THE BLOG

Are the Foods You're Eating Friend or Foe?

10/13/2013 12:13 EDT | Updated 01/23/2014 06:58 EST

What do shellfish, tree pollen, bee stings, and peanuts all have in common? For many of you, even hearing of these things mentioned will make your skin itch, or trigger watery eyes. We have all heard about allergies and likely know a number of people who suffer from serious allergic reactions. Exposure to the above often results in an immediate allergic reaction of which create symptoms ranging from itchy skin, watery eyes, sneezing, severe anaphylaxis -- and can even result in death.

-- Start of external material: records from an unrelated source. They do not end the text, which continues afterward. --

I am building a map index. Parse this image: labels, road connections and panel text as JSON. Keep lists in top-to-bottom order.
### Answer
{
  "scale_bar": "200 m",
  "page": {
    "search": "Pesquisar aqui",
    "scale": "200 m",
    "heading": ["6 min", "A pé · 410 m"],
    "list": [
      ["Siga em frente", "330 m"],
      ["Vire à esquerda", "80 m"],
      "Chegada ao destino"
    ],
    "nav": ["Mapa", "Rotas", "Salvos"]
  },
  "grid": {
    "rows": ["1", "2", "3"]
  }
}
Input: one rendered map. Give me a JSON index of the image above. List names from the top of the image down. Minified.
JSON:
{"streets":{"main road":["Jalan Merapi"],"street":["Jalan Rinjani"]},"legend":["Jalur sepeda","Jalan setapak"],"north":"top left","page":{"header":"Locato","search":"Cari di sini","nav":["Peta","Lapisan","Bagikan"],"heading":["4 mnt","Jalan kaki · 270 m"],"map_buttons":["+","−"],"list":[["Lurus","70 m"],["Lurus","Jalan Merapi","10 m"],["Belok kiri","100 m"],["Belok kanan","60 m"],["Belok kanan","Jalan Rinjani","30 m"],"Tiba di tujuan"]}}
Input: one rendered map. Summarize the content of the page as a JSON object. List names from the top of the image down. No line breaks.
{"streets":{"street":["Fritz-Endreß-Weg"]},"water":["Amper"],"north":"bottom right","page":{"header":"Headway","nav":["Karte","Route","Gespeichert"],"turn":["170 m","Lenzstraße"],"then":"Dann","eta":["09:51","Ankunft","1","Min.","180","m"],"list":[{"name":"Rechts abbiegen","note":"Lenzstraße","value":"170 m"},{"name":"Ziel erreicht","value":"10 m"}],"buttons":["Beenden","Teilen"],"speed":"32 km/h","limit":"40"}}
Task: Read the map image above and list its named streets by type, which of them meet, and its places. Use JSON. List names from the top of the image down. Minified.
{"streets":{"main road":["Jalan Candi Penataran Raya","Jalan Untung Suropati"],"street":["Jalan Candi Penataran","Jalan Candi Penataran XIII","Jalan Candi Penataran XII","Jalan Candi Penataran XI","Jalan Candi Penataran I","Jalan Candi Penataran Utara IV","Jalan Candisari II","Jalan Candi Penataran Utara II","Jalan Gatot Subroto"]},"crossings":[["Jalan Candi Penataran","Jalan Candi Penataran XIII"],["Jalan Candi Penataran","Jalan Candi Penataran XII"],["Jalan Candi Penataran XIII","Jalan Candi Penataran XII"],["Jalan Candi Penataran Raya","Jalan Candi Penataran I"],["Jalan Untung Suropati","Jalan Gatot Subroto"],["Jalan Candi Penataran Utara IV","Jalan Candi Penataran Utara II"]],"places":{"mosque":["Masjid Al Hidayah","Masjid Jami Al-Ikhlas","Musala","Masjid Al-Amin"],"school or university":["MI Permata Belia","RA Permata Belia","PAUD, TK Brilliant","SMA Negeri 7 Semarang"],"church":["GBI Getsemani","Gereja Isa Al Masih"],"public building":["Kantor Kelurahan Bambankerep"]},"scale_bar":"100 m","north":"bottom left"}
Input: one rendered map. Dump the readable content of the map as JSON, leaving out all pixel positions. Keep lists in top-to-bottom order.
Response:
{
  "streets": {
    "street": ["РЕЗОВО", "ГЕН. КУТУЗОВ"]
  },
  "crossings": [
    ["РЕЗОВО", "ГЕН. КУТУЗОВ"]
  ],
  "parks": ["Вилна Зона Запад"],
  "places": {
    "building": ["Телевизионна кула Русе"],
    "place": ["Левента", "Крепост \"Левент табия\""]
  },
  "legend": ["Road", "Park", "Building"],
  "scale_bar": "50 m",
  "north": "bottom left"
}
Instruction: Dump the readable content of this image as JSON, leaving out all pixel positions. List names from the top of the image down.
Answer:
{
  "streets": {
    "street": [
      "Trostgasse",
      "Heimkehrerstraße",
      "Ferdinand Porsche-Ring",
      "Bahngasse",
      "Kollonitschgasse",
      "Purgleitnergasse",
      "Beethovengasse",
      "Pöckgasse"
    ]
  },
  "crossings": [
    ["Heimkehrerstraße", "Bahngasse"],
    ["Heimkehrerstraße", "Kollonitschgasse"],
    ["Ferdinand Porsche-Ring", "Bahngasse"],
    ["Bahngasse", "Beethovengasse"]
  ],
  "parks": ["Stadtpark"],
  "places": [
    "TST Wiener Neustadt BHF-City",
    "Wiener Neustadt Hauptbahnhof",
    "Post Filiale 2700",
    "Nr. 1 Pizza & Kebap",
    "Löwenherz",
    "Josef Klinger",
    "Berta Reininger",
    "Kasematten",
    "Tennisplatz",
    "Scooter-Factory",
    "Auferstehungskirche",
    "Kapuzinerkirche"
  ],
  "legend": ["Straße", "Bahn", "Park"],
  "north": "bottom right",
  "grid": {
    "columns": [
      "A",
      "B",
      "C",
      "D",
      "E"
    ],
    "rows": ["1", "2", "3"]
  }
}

Most who've experienced this type of reaction at some point in their lives subsequently have been to an allergist to get tested, generally via a skin prick test and subsequently put on anti-histamine medications. Many of us have also been conditioned that this is the ONLY form of an allergic reaction that has a serious impact on our health. But is it?

An area that has been less commonly recognized and/or screened for by most doctors are food sensitivities. Due to the fact that sensitivities don't result in an immediate and/or severe allergic reaction, most people feel food sensitivities are more annoying than actually detrimental to our health.

Unfortunately, this could not be further from the truth. As science continues to evolve and

nutritional research becomes more commonplace in mainstream medical journals, food sensitivities are getting more attention than ever before with their role in the development of chronic illness. It is also rapidly being observed in clinical practice how identifying and removing food sensitivities can improve overall health and well-being, leading to a higher quality of life.

A sensitivity, by definition, is defined as a delayed type of allergic reaction. Contrary to an IgE antibody immediate allergic reaction (see above), food sensitivities provoke a delayed antibody response after exposure. For example, there are four different antibodies involved in a delayed reaction. IgG, IgA, IgM, and IgD -- each of which can have a different and significant effect on our immune system.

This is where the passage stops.